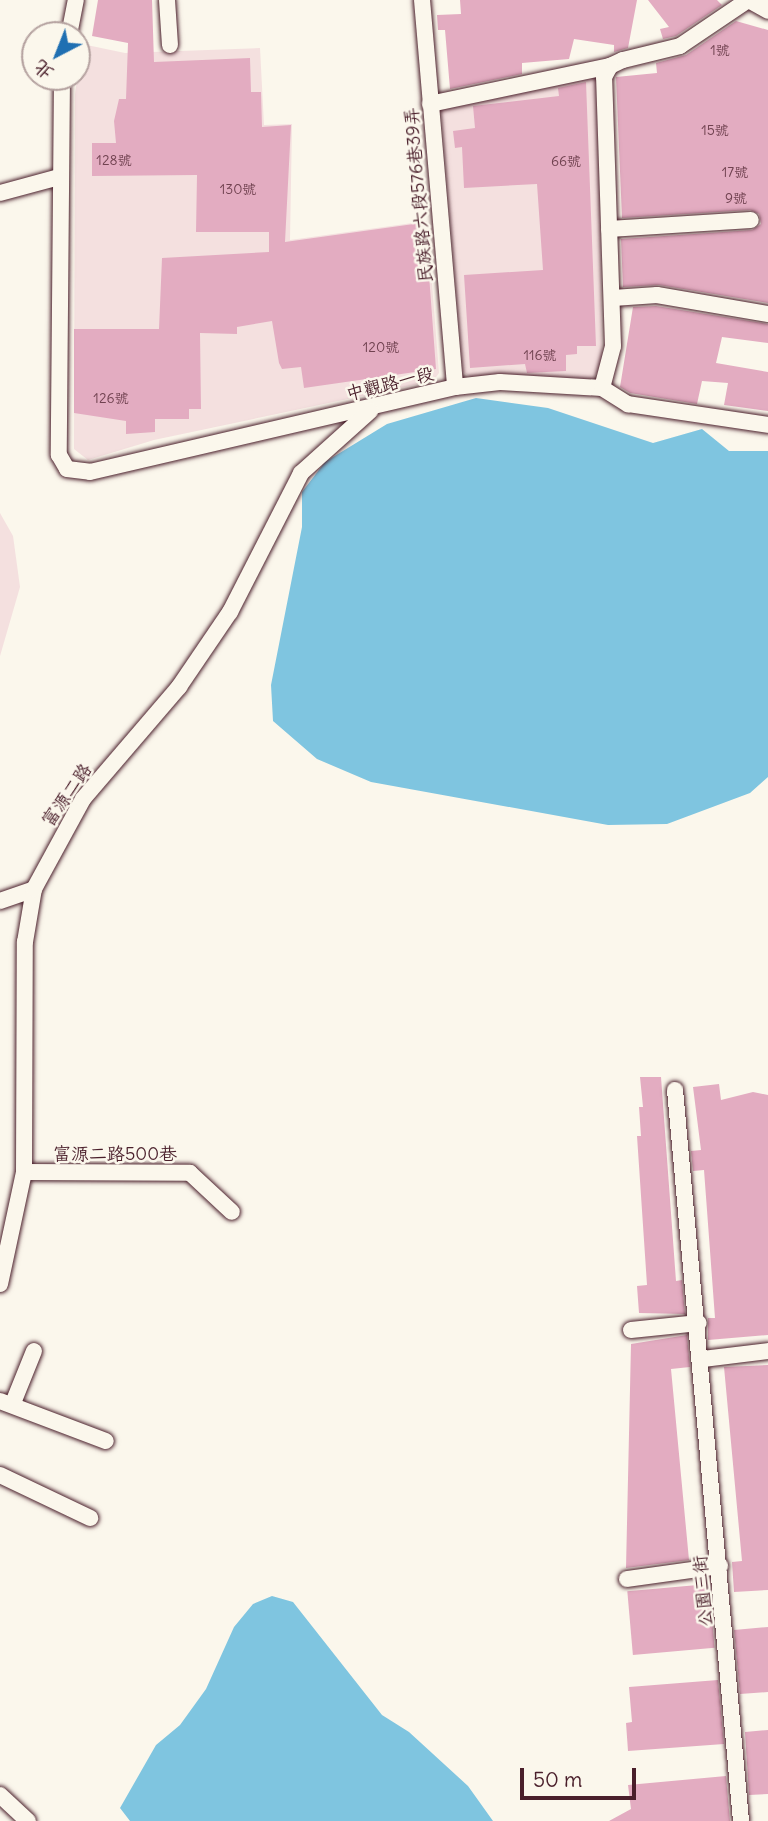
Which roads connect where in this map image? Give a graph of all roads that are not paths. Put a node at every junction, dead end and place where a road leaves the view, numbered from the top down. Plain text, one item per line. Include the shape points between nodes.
1 (76, 0) edge
2 (167, 0) edge
3 (422, 0) edge
4 (750, 0) edge
5 (768, 9) edge
6 (72, 21) edge
7 (170, 45) dead end
8 (610, 66) junction
9 (62, 91) edge
10 (430, 104) junction
11 (60, 177) junction
12 (0, 193) edge
13 (751, 220) dead end
14 (609, 229) junction
15 (613, 298) junction
16 (768, 314) edge
17 (455, 387) junction
18 (602, 388) junction
19 (372, 409) junction
20 (768, 425) edge
21 (34, 889) junction
22 (0, 901) edge
23 (675, 1090) dead end
24 (24, 1172) junction
25 (232, 1212) dead end
26 (0, 1284) edge
27 (699, 1323) junction
28 (631, 1330) dead end
29 (33, 1351) dead end
30 (768, 1351) edge
31 (703, 1359) junction
32 (6, 1402) edge
33 (106, 1441) dead end
34 (0, 1475) edge
35 (90, 1518) dead end
36 (720, 1566) junction
37 (627, 1579) dead end
38 (0, 1795) edge
39 (28, 1821) edge
40 (741, 1821) edge

1 - 6 street
2 - 7 street
3 - 10 street, 民族路六段576巷39弄
4 - 5 main road
4 - 8 street via 680,46
8 - 10 street
8 - 14 street via 604,77
9 - 11 street
10 - 17 street, 民族路六段576巷39弄
11 - 12 street
11 - 19 street, 中觀路一段 via 59,455 67,469 90,472
13 - 14 street
14 - 15 street
15 - 16 street via 657,295
15 - 18 street via 613,346
17 - 18 street, 中觀路一段 via 500,382
17 - 19 street, 中觀路一段
18 - 20 street via 628,404
19 - 21 street, 富源二路 via 302,473 230,612 179,687 83,799
21 - 22 street
21 - 24 street, 富源二路 via 25,942
23 - 27 street, 公園三街
24 - 25 street, 富源二路500巷 via 190,1174
24 - 26 street, 富源二路
27 - 28 street
27 - 31 street, 公園三街
29 - 32 street
30 - 31 street
31 - 36 street, 公園三街
32 - 33 street
34 - 35 street
36 - 37 street
36 - 40 street, 公園三街
38 - 39 street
==========
* [About this exercise]: Show each line in the data where the string "dead" appears.

* [Solution]:
Which roads connect where in this map image? Give a graph of all roads that are not paths. Put a node at every junction, dead end and place where a road leaves the view, numbered from the top down. Plain text, one item per line. Include the shape points between nodes.
7 (170, 45) dead end
13 (751, 220) dead end
23 (675, 1090) dead end
25 (232, 1212) dead end
28 (631, 1330) dead end
29 (33, 1351) dead end
33 (106, 1441) dead end
35 (90, 1518) dead end
37 (627, 1579) dead end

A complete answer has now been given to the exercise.